PROJECT OVERVIEW
A big box retailer wanted to get into consumer health.
They needed a reliable acquisition strategy.
ROLES
Lead researcher and strategist
design, planning, recruiting, research, synthesis
Workshop designer and facilitator
RESEARCH METHODS
Remote 1:1 interviews
with a journey map, card sorts and concepts
Remote expert interviews
TIMELINE
Phase 1 — 5 weeks ・ Phase 2 — 2 weeks

CUSTOMER HYPOTHESIS
Physicians will want to recommend that patients get medical devices from this big box retailer
The theories behind their hypothesis:
Doctors / nurses will save time.
The retailer will take care of patient education.
Doctors will have higher trust in the devices patients use.
The retailer will help patients select the best brand and right device for them.
Doctors will have more patients sharing data.
The retailer will help patients connect their devices to the EMR.
Doctors will have access to more / better data.
Through education and increased comfort, patients will have higher compliance.
RESEARCH QUESTION
Would physicians be willing and motivated to recommend the big box store?
RESEARCH APPROACH
Remote interviews with
primary care physicians,
endocrinologists,
cardiologists,
nurse practitioners,
& nurses
Secondary research (and my own past experience interviewing physicians) suggested this would be a very tough sell, but the customer was hopeful that there was an angle.
To parse the opportunity that might exist between the gaps in the secondary data, we conducted video interviews with key provider types.

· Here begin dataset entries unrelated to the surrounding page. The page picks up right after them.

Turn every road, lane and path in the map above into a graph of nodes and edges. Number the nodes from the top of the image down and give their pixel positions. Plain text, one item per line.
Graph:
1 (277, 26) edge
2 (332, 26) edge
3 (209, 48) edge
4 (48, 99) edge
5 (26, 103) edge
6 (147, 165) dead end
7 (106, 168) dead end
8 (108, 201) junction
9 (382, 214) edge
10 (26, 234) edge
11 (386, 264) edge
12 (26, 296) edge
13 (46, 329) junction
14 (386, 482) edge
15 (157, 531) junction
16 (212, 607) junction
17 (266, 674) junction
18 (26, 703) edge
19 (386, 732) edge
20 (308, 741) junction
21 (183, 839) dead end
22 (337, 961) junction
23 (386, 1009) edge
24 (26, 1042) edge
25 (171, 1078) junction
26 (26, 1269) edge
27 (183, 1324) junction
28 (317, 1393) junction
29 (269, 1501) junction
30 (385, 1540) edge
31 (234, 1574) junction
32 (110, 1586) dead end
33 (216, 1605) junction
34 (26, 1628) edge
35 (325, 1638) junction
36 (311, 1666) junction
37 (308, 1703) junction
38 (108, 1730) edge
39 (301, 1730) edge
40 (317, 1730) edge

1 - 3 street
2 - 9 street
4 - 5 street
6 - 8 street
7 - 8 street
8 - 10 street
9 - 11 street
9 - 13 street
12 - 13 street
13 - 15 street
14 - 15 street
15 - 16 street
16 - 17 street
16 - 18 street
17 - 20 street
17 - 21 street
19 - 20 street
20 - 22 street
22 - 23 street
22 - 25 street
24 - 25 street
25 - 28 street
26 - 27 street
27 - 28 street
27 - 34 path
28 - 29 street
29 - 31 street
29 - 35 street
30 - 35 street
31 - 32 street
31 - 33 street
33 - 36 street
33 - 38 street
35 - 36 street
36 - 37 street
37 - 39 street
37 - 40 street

Intro — Session overview + provider background
Appointment journey — Overview / confirmation
Device discussion — Their current experience
Benefits card sort — Potential areas of value
Benefits ranking — Most important areas of value
Real-talk check-in — “If a company could provide the benefits you prefer, would you recommend them?”
Concept rating — Very low-fi concepts showing mechanisms for the patient to know about the offering
Unaided brand question — “Who could do this?”
Brand sort — Including our customer … who could do this?
Real-talk wrap-up — “With the benefits and brand you prefer, would this realistically make it into your workflow?”
SESSION FLOW
REALITY
Physicians almost uniformly did not want to suggest a place for patients to get devices.
There were two opposing reasons for this.
They found it unnecessary.
They didn’t think patients needed support and didn’t think it mattered where patients got devices.
— or —
They didn’t want to outsource it.
They used device selection to build rapport, wanted to control what patients learned, or were able to provide device samples (for CGMs).
The one provider who was interested was highly tech-forward and hands-off — a combination that doesn’t scale.